## EXERCISE REQUIREMENTS
What is the number of lines below that include the string "شفیعی"? Provide that number alone.

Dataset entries
========

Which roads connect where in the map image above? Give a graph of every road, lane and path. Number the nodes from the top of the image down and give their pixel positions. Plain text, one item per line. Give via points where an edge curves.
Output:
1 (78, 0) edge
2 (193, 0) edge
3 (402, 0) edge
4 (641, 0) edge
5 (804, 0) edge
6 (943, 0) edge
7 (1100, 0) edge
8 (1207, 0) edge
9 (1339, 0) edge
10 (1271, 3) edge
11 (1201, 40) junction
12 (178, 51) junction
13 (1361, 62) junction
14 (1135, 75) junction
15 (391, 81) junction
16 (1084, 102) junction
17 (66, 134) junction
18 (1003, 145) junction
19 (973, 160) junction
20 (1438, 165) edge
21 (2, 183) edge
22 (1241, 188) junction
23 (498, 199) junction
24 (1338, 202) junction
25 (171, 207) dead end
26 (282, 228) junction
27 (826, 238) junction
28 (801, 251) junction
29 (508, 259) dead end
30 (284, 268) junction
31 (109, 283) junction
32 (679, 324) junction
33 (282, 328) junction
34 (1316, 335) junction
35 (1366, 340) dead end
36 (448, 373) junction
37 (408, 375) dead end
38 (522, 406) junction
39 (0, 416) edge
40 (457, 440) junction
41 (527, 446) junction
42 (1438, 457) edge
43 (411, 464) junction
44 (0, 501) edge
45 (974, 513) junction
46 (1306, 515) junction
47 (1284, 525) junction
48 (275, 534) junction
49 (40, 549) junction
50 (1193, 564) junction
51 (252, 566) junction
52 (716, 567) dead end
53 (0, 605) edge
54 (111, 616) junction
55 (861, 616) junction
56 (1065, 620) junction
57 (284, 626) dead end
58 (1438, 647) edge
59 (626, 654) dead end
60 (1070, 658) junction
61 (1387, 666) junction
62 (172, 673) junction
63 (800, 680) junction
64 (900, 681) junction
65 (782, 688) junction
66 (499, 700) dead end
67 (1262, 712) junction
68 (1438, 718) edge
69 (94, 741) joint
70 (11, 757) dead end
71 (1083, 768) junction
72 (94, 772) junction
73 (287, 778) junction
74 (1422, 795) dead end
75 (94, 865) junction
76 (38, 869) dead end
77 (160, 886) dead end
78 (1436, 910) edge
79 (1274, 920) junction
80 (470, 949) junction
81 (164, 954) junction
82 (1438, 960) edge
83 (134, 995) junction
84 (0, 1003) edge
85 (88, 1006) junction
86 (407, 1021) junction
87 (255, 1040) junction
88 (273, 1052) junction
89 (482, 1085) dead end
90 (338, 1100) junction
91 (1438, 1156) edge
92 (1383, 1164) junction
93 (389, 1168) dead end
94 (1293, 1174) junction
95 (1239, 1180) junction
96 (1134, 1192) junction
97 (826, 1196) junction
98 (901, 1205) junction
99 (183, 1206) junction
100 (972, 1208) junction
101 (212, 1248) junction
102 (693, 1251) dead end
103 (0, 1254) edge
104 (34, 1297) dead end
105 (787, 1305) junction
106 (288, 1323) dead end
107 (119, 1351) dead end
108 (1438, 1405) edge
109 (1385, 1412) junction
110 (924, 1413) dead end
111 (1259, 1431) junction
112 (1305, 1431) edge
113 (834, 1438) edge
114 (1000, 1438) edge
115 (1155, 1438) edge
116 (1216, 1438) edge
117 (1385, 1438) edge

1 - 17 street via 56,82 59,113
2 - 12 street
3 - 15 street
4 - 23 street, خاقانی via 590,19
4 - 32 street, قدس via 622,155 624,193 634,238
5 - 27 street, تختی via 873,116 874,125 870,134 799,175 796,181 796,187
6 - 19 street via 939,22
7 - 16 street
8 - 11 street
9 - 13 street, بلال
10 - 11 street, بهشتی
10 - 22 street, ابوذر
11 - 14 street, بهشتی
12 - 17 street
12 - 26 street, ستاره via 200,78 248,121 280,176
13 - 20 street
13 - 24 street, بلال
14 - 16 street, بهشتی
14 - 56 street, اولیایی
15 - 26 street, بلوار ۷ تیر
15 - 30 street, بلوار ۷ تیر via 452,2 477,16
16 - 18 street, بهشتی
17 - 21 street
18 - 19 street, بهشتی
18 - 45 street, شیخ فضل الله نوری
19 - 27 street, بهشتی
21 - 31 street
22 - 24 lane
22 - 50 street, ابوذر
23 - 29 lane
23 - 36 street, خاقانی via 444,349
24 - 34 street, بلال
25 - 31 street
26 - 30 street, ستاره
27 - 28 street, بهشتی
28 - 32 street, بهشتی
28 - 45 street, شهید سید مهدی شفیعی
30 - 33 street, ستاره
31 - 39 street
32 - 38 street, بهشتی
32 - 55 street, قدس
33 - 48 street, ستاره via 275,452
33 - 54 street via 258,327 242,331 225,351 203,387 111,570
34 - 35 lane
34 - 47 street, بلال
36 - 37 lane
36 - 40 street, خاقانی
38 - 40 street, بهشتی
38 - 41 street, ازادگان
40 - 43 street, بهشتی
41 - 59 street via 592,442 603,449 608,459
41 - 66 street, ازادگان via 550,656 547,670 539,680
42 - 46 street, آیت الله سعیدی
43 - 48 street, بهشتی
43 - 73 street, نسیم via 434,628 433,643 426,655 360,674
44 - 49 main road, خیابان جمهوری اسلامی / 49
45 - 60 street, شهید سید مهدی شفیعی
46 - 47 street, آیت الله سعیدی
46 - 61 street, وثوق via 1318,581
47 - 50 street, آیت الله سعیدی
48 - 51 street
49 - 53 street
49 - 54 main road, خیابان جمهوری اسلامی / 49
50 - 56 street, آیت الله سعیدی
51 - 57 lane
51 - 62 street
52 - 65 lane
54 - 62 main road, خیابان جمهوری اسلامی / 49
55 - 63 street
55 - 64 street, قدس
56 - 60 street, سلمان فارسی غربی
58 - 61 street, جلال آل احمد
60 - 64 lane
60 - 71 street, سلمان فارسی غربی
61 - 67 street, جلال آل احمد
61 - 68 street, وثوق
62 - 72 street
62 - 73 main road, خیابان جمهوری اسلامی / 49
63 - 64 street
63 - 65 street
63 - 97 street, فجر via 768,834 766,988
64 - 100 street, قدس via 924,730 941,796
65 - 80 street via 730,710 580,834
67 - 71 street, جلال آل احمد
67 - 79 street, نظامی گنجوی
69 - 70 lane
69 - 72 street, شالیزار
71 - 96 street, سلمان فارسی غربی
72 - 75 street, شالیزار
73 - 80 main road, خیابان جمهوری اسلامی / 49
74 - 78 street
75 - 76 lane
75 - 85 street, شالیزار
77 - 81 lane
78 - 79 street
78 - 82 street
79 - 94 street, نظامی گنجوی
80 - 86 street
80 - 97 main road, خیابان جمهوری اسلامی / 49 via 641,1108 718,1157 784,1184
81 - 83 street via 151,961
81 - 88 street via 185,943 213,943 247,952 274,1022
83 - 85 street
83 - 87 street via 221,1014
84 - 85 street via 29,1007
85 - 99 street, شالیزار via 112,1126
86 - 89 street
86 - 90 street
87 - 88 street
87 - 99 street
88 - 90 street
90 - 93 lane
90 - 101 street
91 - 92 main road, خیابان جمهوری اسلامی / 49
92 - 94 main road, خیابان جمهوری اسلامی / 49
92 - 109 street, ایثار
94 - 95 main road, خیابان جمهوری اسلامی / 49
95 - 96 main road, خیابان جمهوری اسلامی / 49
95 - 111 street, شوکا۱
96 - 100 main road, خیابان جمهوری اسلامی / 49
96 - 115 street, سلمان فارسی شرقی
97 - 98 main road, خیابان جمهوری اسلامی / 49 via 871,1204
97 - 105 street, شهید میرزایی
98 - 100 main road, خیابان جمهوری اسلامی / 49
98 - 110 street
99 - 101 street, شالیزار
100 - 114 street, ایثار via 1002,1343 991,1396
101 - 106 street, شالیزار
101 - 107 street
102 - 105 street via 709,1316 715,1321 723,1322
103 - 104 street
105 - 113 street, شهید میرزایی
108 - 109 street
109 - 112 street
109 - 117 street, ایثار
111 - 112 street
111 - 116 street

========

## SOLVED EXERCISE
2